The Rise of the Central Pharmacy Services Center: Lessons from an Early Adopter

If there’s a predominant trend in healthcare today, it’s that health systems are getting larger. Whether it’s the result of merger and acquisition activity or organic growth, health systems are increasingly expanding across broad geographic regions. This shift provides several advantages stemming from economies of scale, but it also makes many traditional operational procedures less efficient.

Medication management is a prime example. As health systems add locations, continuing to maintain dedicated pharmacy operations for each facility in the network can lead to a fragmented, multi-vendor environment with complex and redundant workflows. This reality is leading to the rise of the Central Pharmacy Services Center – a model where pharmacy operations are centralized in a single location, enabling a health system to standardize and streamline all medication management processes (e.g., procurement, preparation, storage dispensing, replenishment, etc.) across the enterprise.

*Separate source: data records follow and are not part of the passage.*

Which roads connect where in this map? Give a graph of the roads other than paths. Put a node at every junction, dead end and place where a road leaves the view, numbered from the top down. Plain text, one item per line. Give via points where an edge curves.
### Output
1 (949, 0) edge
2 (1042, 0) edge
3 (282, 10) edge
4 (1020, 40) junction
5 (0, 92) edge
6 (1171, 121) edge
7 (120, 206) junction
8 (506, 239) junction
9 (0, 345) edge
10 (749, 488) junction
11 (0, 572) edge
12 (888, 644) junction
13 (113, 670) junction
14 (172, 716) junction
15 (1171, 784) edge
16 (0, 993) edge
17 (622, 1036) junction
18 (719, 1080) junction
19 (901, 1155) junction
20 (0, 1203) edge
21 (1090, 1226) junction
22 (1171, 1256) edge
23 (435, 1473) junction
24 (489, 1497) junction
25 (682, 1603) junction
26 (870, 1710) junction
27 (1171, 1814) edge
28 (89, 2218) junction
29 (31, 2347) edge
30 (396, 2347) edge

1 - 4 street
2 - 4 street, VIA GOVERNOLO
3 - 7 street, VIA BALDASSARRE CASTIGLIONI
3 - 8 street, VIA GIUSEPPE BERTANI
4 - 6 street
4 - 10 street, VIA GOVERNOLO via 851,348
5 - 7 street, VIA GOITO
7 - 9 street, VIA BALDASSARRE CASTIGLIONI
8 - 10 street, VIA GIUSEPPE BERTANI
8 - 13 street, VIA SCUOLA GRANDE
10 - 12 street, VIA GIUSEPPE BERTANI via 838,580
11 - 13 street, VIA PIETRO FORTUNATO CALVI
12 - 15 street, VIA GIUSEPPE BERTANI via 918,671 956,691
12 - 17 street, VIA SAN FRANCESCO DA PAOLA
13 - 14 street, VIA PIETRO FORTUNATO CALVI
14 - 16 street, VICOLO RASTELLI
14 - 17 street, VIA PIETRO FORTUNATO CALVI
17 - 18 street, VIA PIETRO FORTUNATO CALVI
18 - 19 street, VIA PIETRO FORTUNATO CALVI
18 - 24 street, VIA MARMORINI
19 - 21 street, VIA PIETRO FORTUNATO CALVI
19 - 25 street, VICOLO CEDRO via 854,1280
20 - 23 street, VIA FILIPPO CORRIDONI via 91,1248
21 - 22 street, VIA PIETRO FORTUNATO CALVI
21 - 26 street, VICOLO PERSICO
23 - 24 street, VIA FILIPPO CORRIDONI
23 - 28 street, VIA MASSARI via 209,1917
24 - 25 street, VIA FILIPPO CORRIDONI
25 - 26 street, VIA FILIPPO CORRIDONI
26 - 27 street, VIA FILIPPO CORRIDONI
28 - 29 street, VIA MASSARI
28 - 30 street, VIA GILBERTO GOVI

Baptist Health Sees Promise in Centralizing Pharmacy Services

Baptist Health, a large health system serving Kentucky and Southern Indiana, is an early adopter of this centralized approach. The provider opened the doors of a newly constructed Central Pharmacy Services Center (CPSC) in La Grange, Kentucky in June. The 102,000 square-foot facility will serve as the medication hub for the health system’s nine hospitals, 450+ clinics, outpatient facilities, and retail pharmacies.

For Baptist, multiple organizational, pharmacy, and patient care drivers influenced its decision to centralize pharmacy services. Chief among them were staffing shortages, rising medication costs, inadequate inventory visibility resulting from multiple supply chain systems, and overall workflow inefficiencies.

“Creating a standardized system capable of widespread formulary and inventory management for all our facility types – whether it be a hospital, clinic, or retail pharmacy – was also important to us,” says Nilesh Desai, RPh, and Chief Pharmacy Officer for Baptist Health.

Automation is Crucial to a Successful CPSC Strategy

Baptist’s strategy for its CPSC started by ensuring the initiative aligned with the health system’s overall mission and goals. Next, a budget and financial impact forecast were drafted, and funding was secured. Another key step in the process was defining the scope of services for the CPSC and securing the location and space necessary to optimize logistics and support scalability for ongoing expansion.

Ensuring the CPSC embodied the ideal of the Autonomous Pharmacy – an industry-defined vision to automate key medication management processes to maximize safety, efficiency, and human potential – was also important to Baptist.

“We wanted the CPSC to be truly autonomous and incorporate automation at all points of the medication use process – from the supply chain to clinical and administrative procedures,” says Desai.

Baptist leaders visited supply chain operations in other industries to see how these organizations leveraged automation and determine which techniques could be best applied to its CPSC.

When it came to implementing its own automation technology, Baptist partnered with several vendors including Omnicell, whose Central Med Automation Service provides medication dispensing robots, carousels, dispensing software, and expert services to automate and streamline inventory management and distribution. Other vendors were enlisted to provide enterprise visibility software, conveyance systems, and medication delivery integration to fill any automation gaps. All these technologies were ultimately integrated to provide a seamless experience.

“Our robots, carousels, and conveyors are fully connected all the way out to the loading dock,” says Desai.

Increased Operational Efficiency Enables Greater Focus on Clinical Care

Baptist’s CPSC is designed to support a wide scope of services including automated dispensing cabinet and anesthesia cabinet fills, clinic and community pharmacy fills, centralized packaging, centralized order verification and inventory management, medication reconciliation, and more. The facility went live with prescription fulfillments on August 12 and will continue to roll out technology and services through June 2025, when the facility will become fully operational.

Baptist’s CPSC can fulfill 14,000 prescriptions for the health system each day and robotic automation is one of the key reasons this is possible.

“Without the automated dispensing robots from Omnicell, we’d have to employ 3x as many full-time employees (FTEs) to manually manage all the medication sorting and cart fills,” says Desai. “With the automation we have in place we can manage medication distribution for our entire health system with fewer FTEs.”

This newfound efficiency will provide Baptist’s clinical pharmacists the freedom to spend more time at the bedside consulting with patients, which will directly contribute to improved patient satisfaction and clinical outcomes.